Ruby supports the standard expr ? val1 : val2 ternary operator; Python does not.
Ruby supports only single inheritance. If you need to mimic multiple inheritance, you can define modules and use mix-ins to pull the module methods into classes. Python supports multiple inheritance rather than module mix-ins.
Python supports only single-line lambda functions. Ruby blocks, which are kind of/sort of lambda functions, can be arbitrarily big. Because of this, Ruby code is typically written in a more functional style than Python code. For example, to loop over a list in Ruby, you typically do
collection.each do |value|
...
end
The block works very much like a function being passed to collection.each. If you were to do the same thing in Python, you'd have to define a named inner function and then pass that to the collection each method (if list supported this method):
def some_operation(value):
...
collection.each(some_operation)
That doesn't flow very nicely. So, typically the following non-functional approach would be used in Python:
for value in collection:
...
Using resources in a safe way is quite different between the two languages. Here, the problem is that you want to allocate some resource (open a file, obtain a database cursor, etc), perform some arbitrary operation on it, and then close it in a safe manner even if an exception occurs.
In Ruby, because blocks are so easy to use (see #9), you would typically code this pattern as a method that takes a block for the arbitrary operation to perform on the resource.
In Python, passing in a function for the arbitrary action is a little clunkier since you have to write a named, inner function (see #9).
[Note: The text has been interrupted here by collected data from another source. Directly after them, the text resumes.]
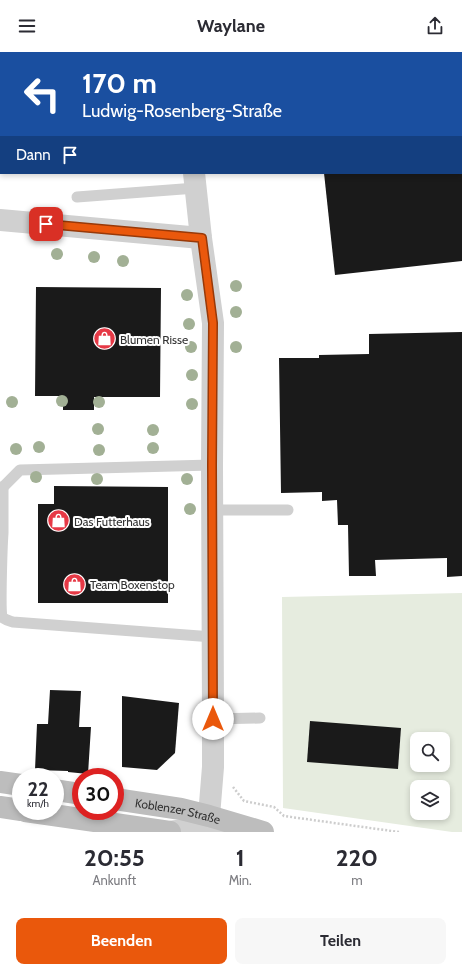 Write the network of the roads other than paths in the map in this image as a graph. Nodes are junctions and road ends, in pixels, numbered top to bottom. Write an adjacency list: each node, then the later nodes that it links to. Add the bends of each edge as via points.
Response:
1 (195, 180): 2 (lane); 4 (street)
2 (77, 196)
3 (0, 220): 4 (street)
4 (202, 238): 5 (street, via 213,323)
5 (212, 465): 6 (lane, via 20,470); 7 (street)
6 (2, 487): 9 (lane)
7 (212, 510): 8 (lane); 10 (street)
8 (288, 510)
9 (0, 583): 10 (lane, via 0,611 7,621)
10 (213, 637): 12 (street)
11 (260, 718): 12 (lane)
12 (213, 719): 19 (street)
13 (0, 782): 14 (street)
14 (12, 784)
15 (124, 800): 19 (street, Koblenzer Straße, via 181,809)
16 (0, 807): 17 (street)
17 (12, 809)
18 (64, 817): 20 (street, Koblenzer Straße)
19 (214, 824): 20 (street, via 203,822 190,829); 21 (street, Koblenzer Straße)
20 (169, 832)
21 (263, 832) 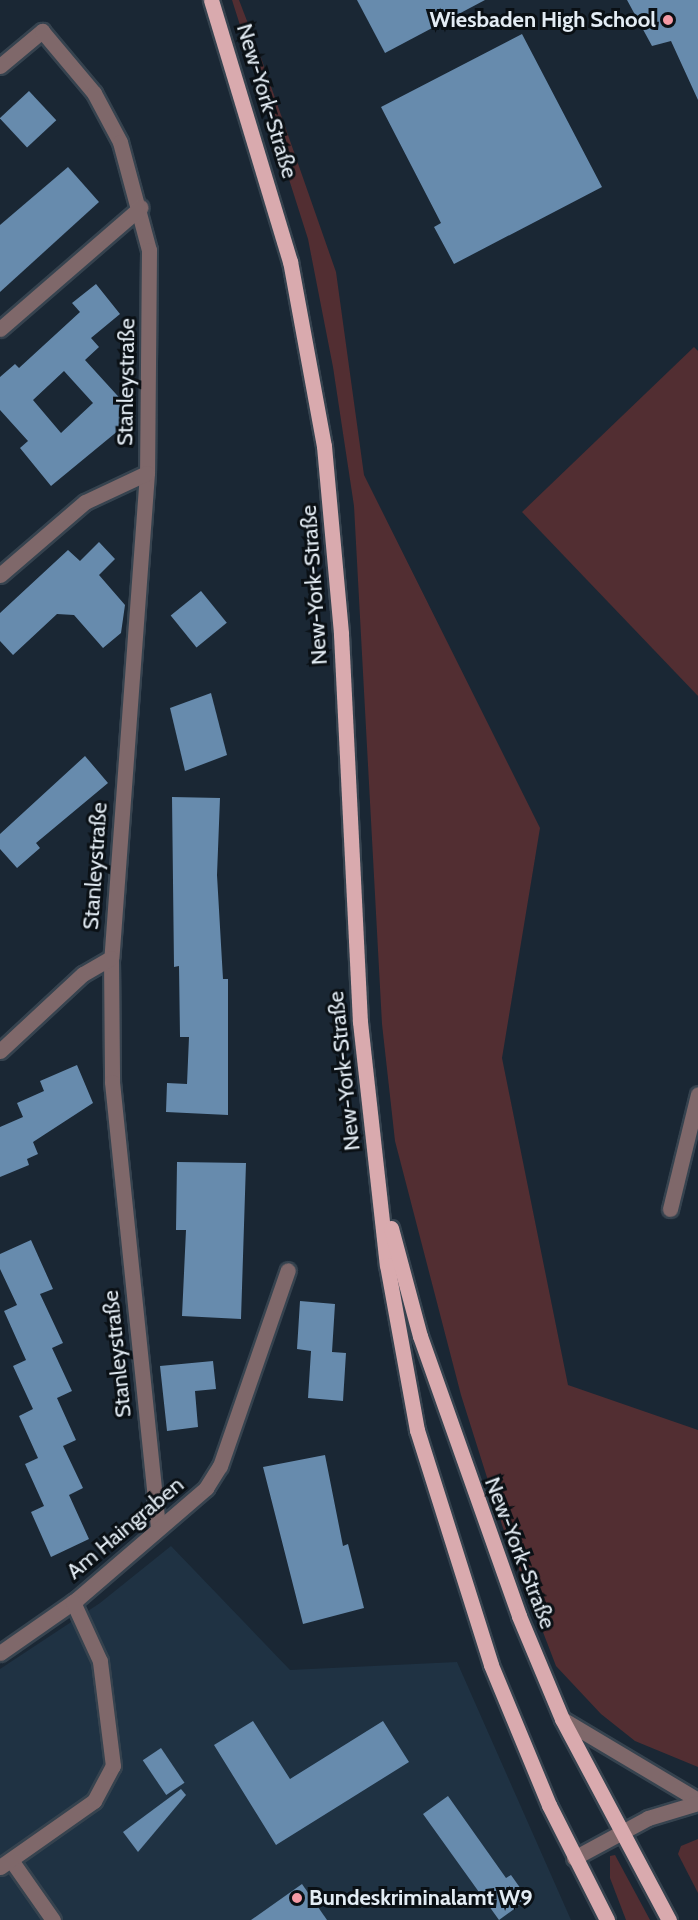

Instead, Python uses a with statement for safe resource handling. See How do I correctly clean up a Python object? for more details.
I, like you, looked for inject and other functional methods when learning Python. I was disappointed to find that they weren't all there, or that Python favored an imperative approach. That said, most of the constructs are there if you look. In some cases, a library will make things nicer.
A couple of highlights for me:
The functional programming patterns you know from Ruby are available in Python. They just look a little different. For example, there's a map function:
def f(x):
return x + 1
map(f, [1, 2, 3]) # => [2, 3, 4]
Similarly, there is a reduce function to fold over lists, etc.
That said, Python lacks blocks and doesn't have a streamlined syntax for chaining or composing functions. (For a nice way of doing this without blocks, check out Haskell's rich syntax.)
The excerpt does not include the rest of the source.